Identification of HGF as a novel target of miR-15a/16/195 in gastric cancer

Background Gastric malignancy is the third most frequently encountered cancer globally and have been documented to confer extremely poor prognosis, given their limited treatment options. The up-regulation of hepatocyte growth factor (HGF) has been found in various tumor tissues, including GC tissue, and has been linked with tumor development. Nevertheless, the pathways leading to HGF upregulation have yet to be fully explored. Methods Immunohistochemistry (IHC) assay was used to detect HGF expression in human gastric tumor tissues, while western blotting allowed quantification of protein levels.
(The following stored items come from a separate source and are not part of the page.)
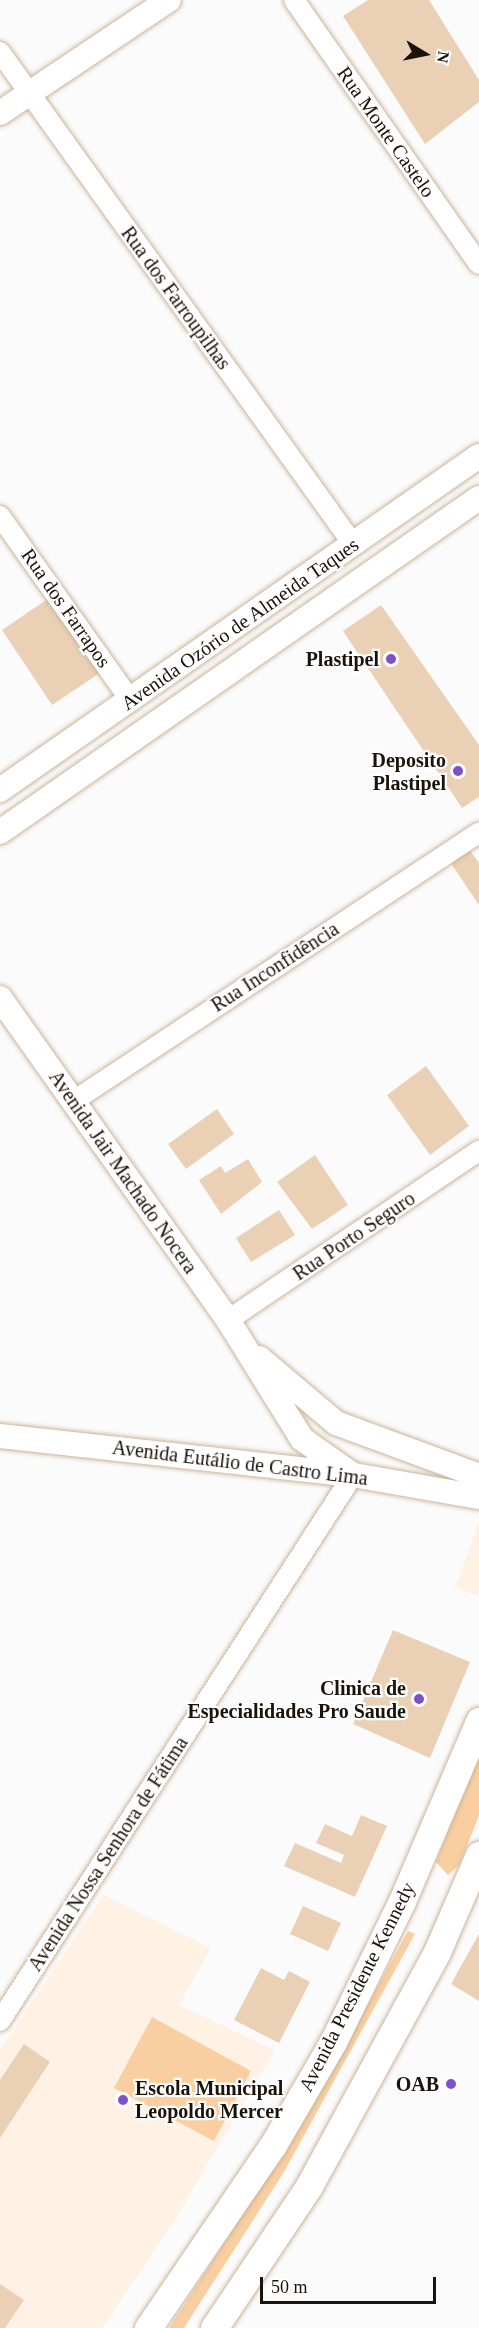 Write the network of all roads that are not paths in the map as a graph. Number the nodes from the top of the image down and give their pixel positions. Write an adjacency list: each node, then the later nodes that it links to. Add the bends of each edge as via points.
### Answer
1 (169, 0): 4 (street)
2 (294, 0): 6 (street, Rua Monte Castelo)
3 (0, 52): 4 (street, Rua dos Farroupilhas)
4 (29, 95): 5 (street); 10 (street, Rua dos Farroupilhas)
5 (0, 113)
6 (479, 264)
7 (479, 456): 10 (street, Avenida Ozório de Almeida Taques)
8 (479, 498): 13 (street, Avenida Ozório de Almeida Taques)
9 (0, 516): 11 (street, Rua dos Farrapos)
10 (353, 544): 11 (street, Avenida Ozório de Almeida Taques)
11 (131, 701): 12 (street, Avenida Ozório de Almeida Taques)
12 (0, 790)
13 (0, 832)
14 (479, 833): 16 (street, Rua Inconfidência)
15 (0, 998): 16 (street, Avenida Jair Machado Nocera)
16 (72, 1102): 18 (street, Avenida Jair Machado Nocera)
17 (479, 1151): 18 (street, Rua Porto Seguro)
18 (228, 1320): 19 (street, Avenida Jair Machado Nocera)
19 (246, 1346): 20 (street, Avenida Jair Machado Nocera, via 313,1409); 22 (street, Avenida Jair Machado Nocera, via 302,1439)
20 (361, 1434): 23 (street, Avenida Eutálio de Castro Lima)
21 (1, 1437): 22 (street, Avenida Eutálio de Castro Lima)
22 (353, 1475): 24 (street, Avenida Eutálio de Castro Lima); 28 (street, Avenida Nossa Senhora de Fátima)
23 (479, 1476)
24 (479, 1497)
25 (479, 1721): 29 (main road, Avenida Presidente Kennedy, via 402,1901 333,2042 273,2145)
26 (479, 1855): 27 (main road)
27 (469, 1901): 30 (main road, via 309,2186)
28 (0, 2021)
29 (148, 2328)
30 (214, 2328)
Bioinformatics tools were used to predict potential miRNA that may target HGF mRNA. Relative levels of miR-15a/16/195 as well as the target mRNA levels were analyzed with qRT-PCR. Direct targeting between miRNA and mRNA was then validated by luciferase assay. Finally, a mouse xenograft tumor model was selected to demonstrate the in vivo effects of miR-15a/16/195. Results HGF protein expressions were markedly raised, while miR-15a/16/195 levels were dramatically down-regulated in tumor tissues of GC. miR-15a/16/195 were shown to directly bind with the 3′-UTR of HGF mRNA. This study demonstrated that HGF can be repressed by overexpressed miR-15a/16/195, which resulted in the suppression of GC cell proliferation and migration. Furthermore, in the xenograft mouse model, miR-15a/16/195 were also found to have a tumor growth suppression effect. Conclusions miR-15a/16/195 suppresses tumorigenesis by targeting HGF and may have a potential therapeutic application in the clinical treatment of GC.